CDR Presents Sustainability and Compliance Improvement Opportunities
Assembling and submitting comprehensive CDR information to EPA can be a burdensome paperwork exercise, with little or no apparent benefit to the reporting company. However, there are at least two opportunities for companies to extract significant value from the CDR information and process.
First, with a little additional effort, the CDR information collection and review can serve as the foundation for an affirmative compliance audit of a company’s chemical product compliance. It is not uncommon for CDR reviews to lead to the discovery of noncompliance (e.g., inadvertent import or manufacture of chemicals not on the TSCA Inventory). Indeed, in EPA’s CDR compliance inspections at individual facilities, the Agency reviews manufacturing and import documents to confirm the sufficiency of the CDR report, but it also takes the next step to confirm compliance with related TSCA obligations. For example, confirming the company has submitted the required TSCA compliance certifications for all chemical imports, or provided required export notices for chemicals subject to TSCA significant new use rules. Coupling the unavoidable CDR information investigations with a compliance auditing program (preferably designed and conducted with counsel) gives reporting companies the opportunity to find and correct compliance excursions without enforcement, often even where it becomes necessary or practical to affirmatively disclose the issue to EPA.

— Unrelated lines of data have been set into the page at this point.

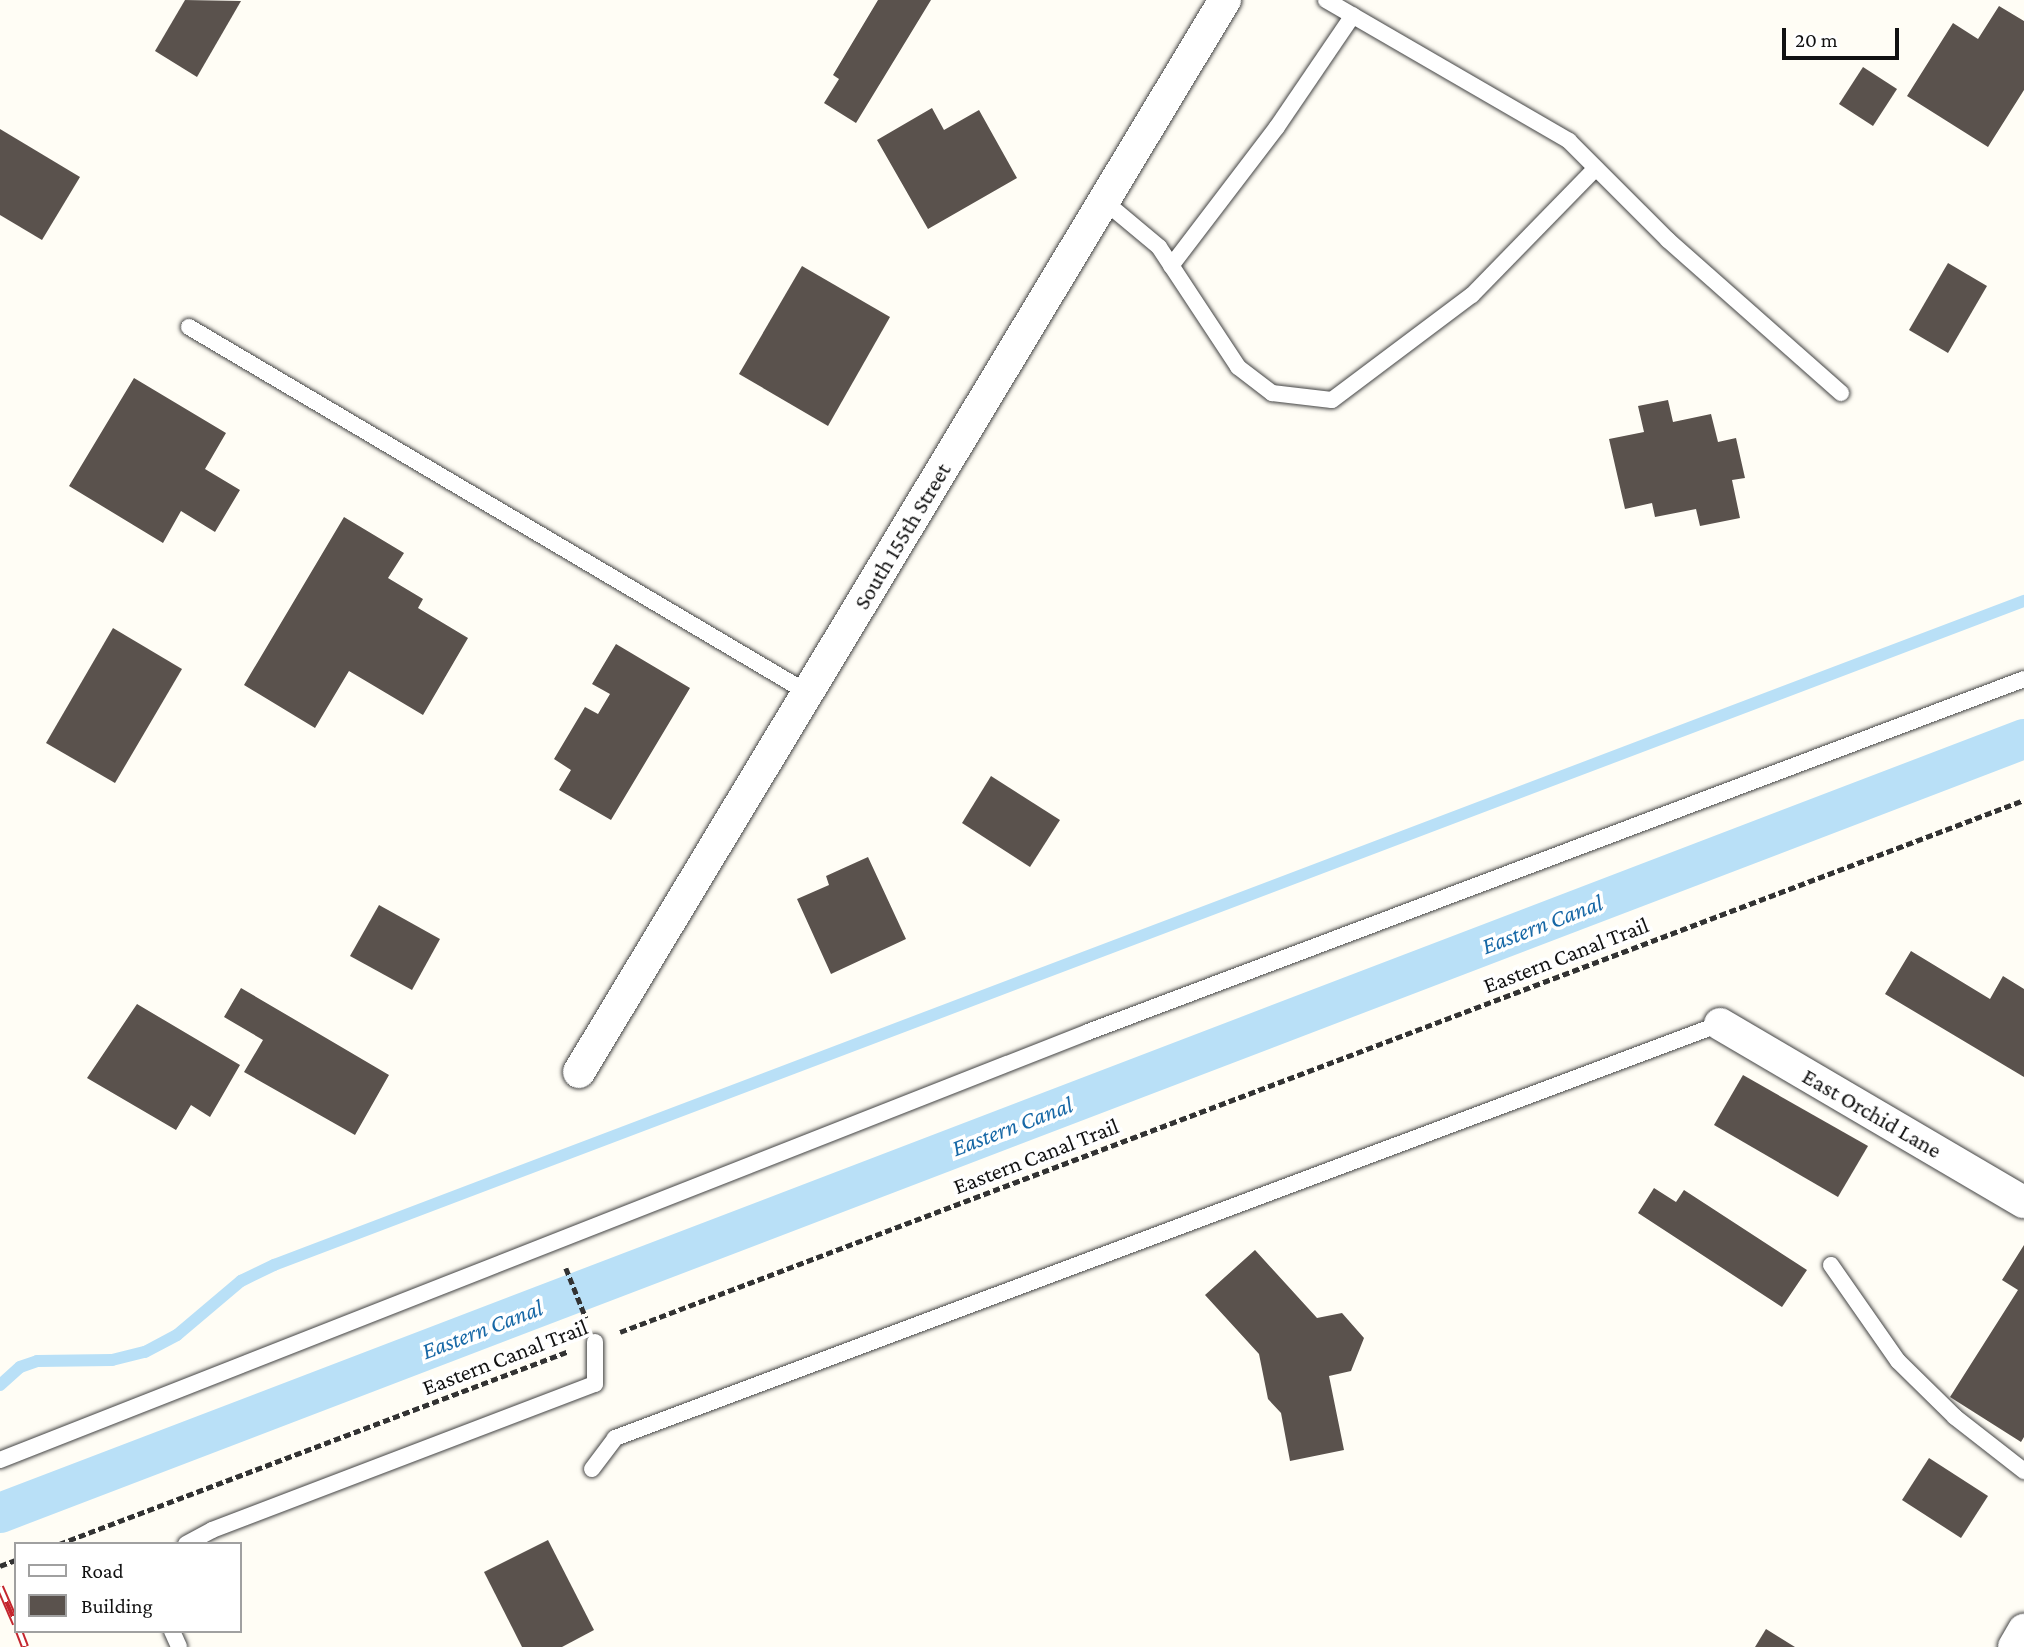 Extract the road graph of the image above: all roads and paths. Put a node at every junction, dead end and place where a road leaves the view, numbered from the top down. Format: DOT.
graph roads {
  1 [pos="1225,0"];
  2 [pos="1326,0"];
  3 [pos="1353,15"];
  4 [pos="1596,168"];
  5 [pos="1104,201"];
  6 [pos="1171,266"];
  7 [pos="189,327"];
  8 [pos="1840,393"];
  9 [pos="2024,679"];
  10 [pos="808,693"];
  11 [pos="2024,800"];
  12 [pos="1720,1024"];
  13 [pos="579,1072"];
  14 [pos="2024,1202"];
  15 [pos="556,1243"];
  16 [pos="1831,1265"];
  17 [pos="595,1342"];
  18 [pos="0,1460"];
  19 [pos="592,1469"];
  20 [pos="2024,1471"];
  21 [pos="64,1542"];
  22 [pos="190,1542"];
  23 [pos="2024,1630"];
  24 [pos="2014,1647"];
  1 -- 5 [label="street, South 155th Street"];
  2 -- 3 [label="lane"];
  3 -- 4 [label="lane"];
  3 -- 6 [label="lane"];
  4 -- 6 [label="lane"];
  4 -- 8 [label="lane"];
  5 -- 6 [label="lane"];
  5 -- 10 [label="street, South 155th Street"];
  7 -- 10 [label="lane"];
  9 -- 15 [label="lane"];
  10 -- 13 [label="street, South 155th Street"];
  11 -- 17 [label="path, Eastern Canal Trail"];
  12 -- 14 [label="street, East Orchid Lane"];
  12 -- 19 [label="lane"];
  15 -- 17 [label="path"];
  15 -- 18 [label="lane"];
  16 -- 20 [label="lane"];
  17 -- 21 [label="path, Eastern Canal Trail"];
  17 -- 22 [label="lane"];
  23 -- 24 [label="street"];
}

Second, CDR information may provide companies with useful insights into both their supply chains and the downstream uses and markets for their products. For example, importers may discover that a commercial product they distribute contains ingredients inconsistent with the company’s “green chemistry” or sustainability product policies. Chemical manufacturers may discover downstream uses of their products that represent previously unknown potential liability or reputational risks, or that otherwise warrant additional product stewardship efforts. On the positive side, newly discovered downstream uses also may present a range of new marketing opportunities for a chemical.
Start Early and Plan Thoroughly
While CDR reports can be submitted as late as September 1, given the need to assemble a multidisciplinary internal team and potentially to coordinate with and collect information from upstream suppliers, import customs brokers, contract manufacturers, process chemical reclaimers, and a range of downstream distributors and users, it is prudent to assemble a team and develop a work plan and schedule as early as practicable. The plan should be designed to timely meet both CDR obligations and any other compliance and sustainability objectives selected.